Transcribe all the data below exactly, leaving its pictures out.

......

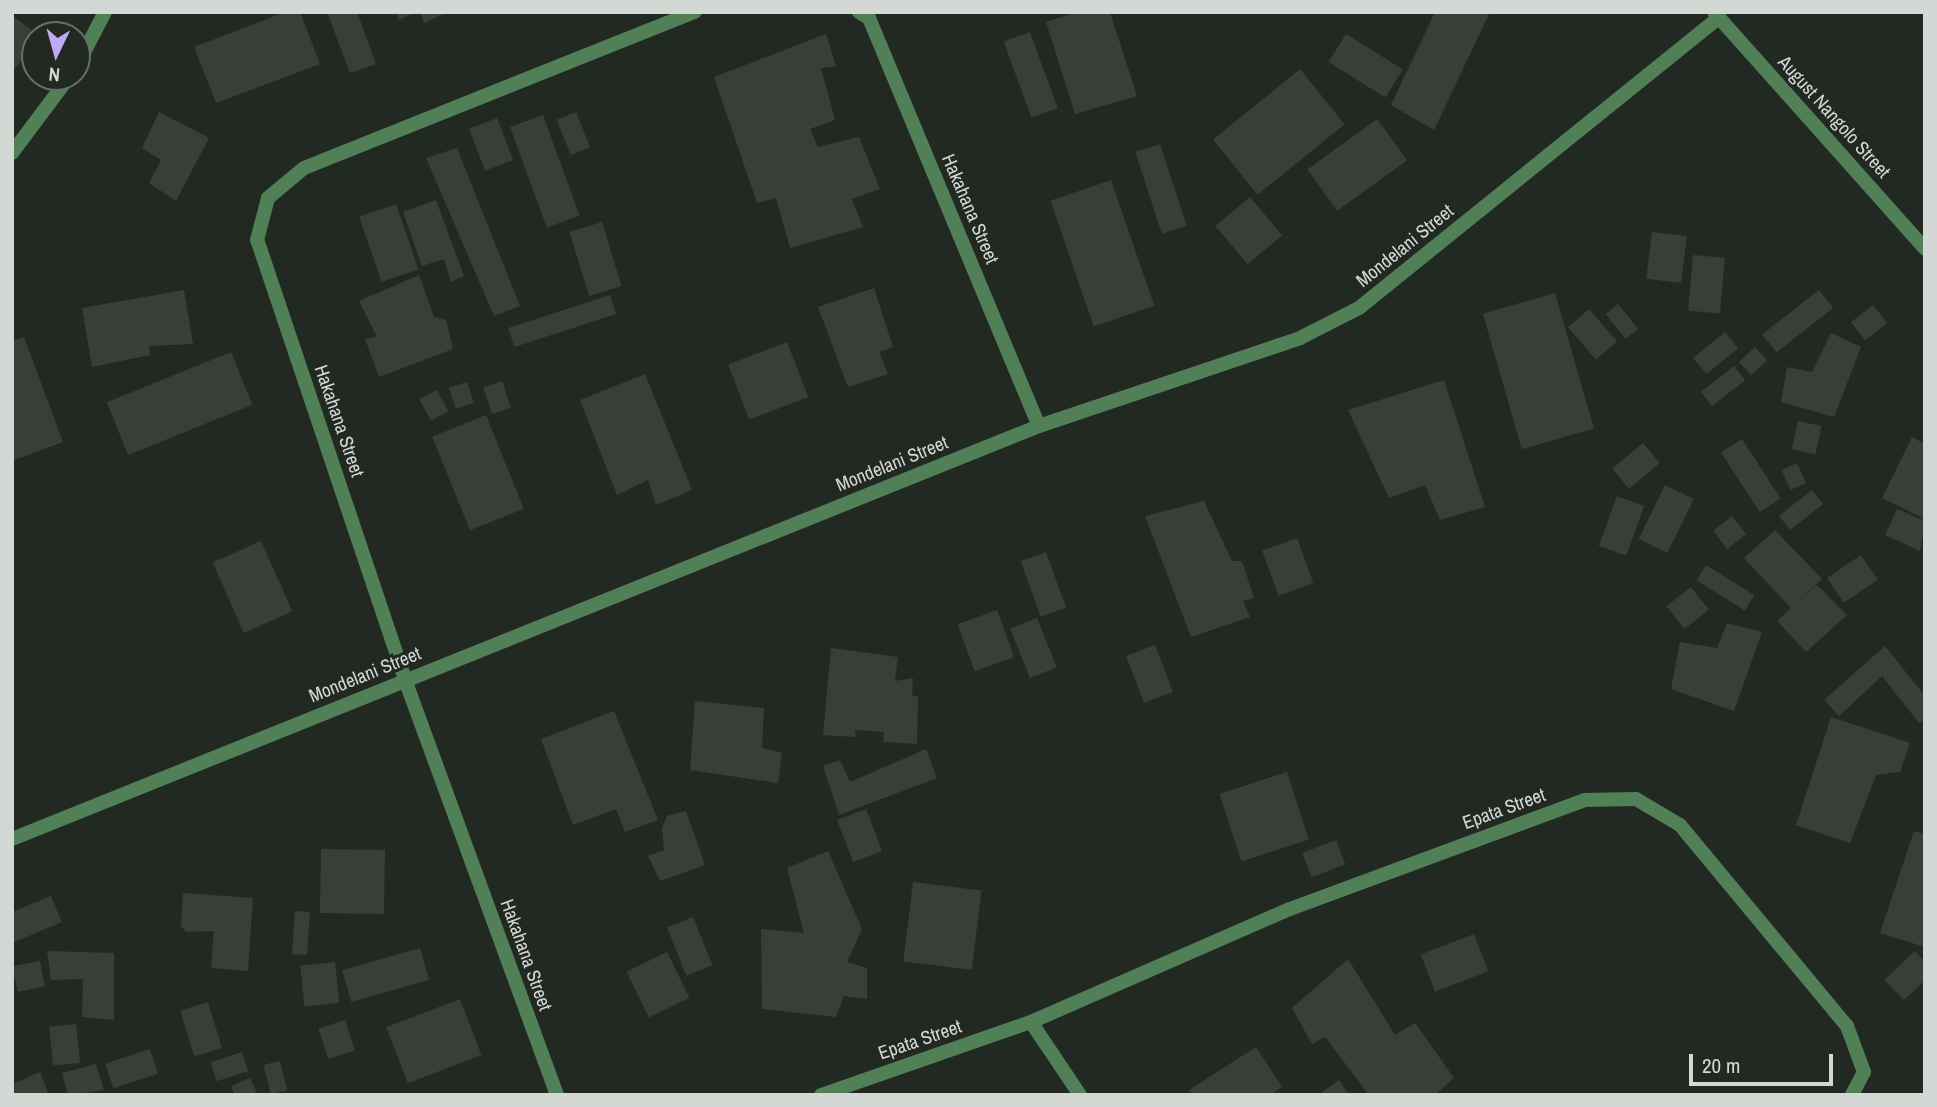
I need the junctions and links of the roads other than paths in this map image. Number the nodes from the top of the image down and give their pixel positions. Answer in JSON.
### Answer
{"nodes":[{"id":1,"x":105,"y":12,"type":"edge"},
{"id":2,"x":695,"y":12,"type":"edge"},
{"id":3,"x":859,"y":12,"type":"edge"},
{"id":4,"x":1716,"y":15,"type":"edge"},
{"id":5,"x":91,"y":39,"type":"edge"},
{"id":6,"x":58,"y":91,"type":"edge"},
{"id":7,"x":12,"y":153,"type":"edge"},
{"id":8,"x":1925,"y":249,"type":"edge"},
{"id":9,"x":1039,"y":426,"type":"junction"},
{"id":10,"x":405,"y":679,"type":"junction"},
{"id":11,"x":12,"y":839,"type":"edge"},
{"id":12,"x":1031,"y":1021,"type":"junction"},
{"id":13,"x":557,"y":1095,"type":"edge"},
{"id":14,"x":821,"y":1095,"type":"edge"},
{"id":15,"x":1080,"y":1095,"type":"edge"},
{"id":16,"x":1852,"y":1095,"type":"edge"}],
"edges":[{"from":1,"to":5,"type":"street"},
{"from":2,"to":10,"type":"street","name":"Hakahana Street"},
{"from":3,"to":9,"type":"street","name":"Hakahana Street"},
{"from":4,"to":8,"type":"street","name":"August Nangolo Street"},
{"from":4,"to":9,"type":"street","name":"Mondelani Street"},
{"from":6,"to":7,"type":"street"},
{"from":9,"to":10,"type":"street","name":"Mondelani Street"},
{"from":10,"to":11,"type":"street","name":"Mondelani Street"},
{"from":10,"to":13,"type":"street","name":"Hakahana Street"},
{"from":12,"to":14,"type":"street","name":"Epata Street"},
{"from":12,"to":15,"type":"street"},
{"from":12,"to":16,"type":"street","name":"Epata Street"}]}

......

Response area.
I need the junctions and links of the roads other than paths in this map image. Number the nodes from the top of the image down and give their pixel positions. Answer in JSON.
### Answer
{"nodes":[{"id":1,"x":105,"y":12,"type":"edge"},
{"id":2,"x":695,"y":12,"type":"edge"},
{"id":3,"x":859,"y":12,"type":"edge"},
{"id":4,"x":1716,"y":15,"type":"edge"},
{"id":5,"x":91,"y":39,"type":"edge"},
{"id":6,"x":58,"y":91,"type":"edge"},
{"id":7,"x":12,"y":153,"type":"edge"},
{"id":8,"x":1925,"y":249,"type":"edge"},
{"id":9,"x":1039,"y":426,"type":"junction"},
{"id":10,"x":405,"y":679,"type":"junction"},
{"id":11,"x":12,"y":839,"type":"edge"},
{"id":12,"x":1031,"y":1021,"type":"junction"},
{"id":13,"x":557,"y":1095,"type":"edge"},
{"id":14,"x":821,"y":1095,"type":"edge"},
{"id":15,"x":1080,"y":1095,"type":"edge"},
{"id":16,"x":1852,"y":1095,"type":"edge"}],
"edges":[{"from":1,"to":5,"type":"street"},
{"from":2,"to":10,"type":"street","name":"Hakahana Street"},
{"from":3,"to":9,"type":"street","name":"Hakahana Street"},
{"from":4,"to":8,"type":"street","name":"August Nangolo Street"},
{"from":4,"to":9,"type":"street","name":"Mondelani Street"},
{"from":6,"to":7,"type":"street"},
{"from":9,"to":10,"type":"street","name":"Mondelani Street"},
{"from":10,"to":11,"type":"street","name":"Mondelani Street"},
{"from":10,"to":13,"type":"street","name":"Hakahana Street"},
{"from":12,"to":14,"type":"street","name":"Epata Street"},
{"from":12,"to":15,"type":"street"},
{"from":12,"to":16,"type":"street","name":"Epata Street"}]}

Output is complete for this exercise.